If "middle" shows up in a line of the material, return that line.
- - - - - - -
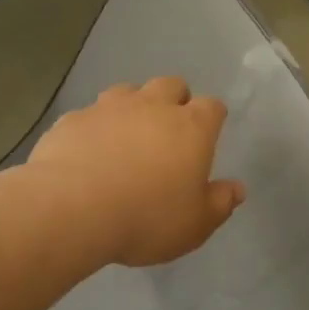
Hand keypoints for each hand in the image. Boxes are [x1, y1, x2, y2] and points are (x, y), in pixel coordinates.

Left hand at [25, 77, 246, 267]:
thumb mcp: (194, 225)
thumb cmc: (146, 217)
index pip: (212, 107)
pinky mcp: (73, 118)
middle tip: (168, 132)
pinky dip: (94, 128)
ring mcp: (109, 107)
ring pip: (128, 91)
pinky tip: (87, 153)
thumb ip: (219, 203)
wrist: (71, 208)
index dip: (212, 118)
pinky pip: (90, 115)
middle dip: (174, 100)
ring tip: (126, 138)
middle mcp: (152, 106)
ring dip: (132, 108)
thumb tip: (237, 189)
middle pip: (171, 85)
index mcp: (190, 127)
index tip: (208, 135)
- - - - - - -
TASK RESULT:
middle tip: (168, 132)
middle dip: (174, 100)
middle mcp: (152, 106)
middle pip: (171, 85)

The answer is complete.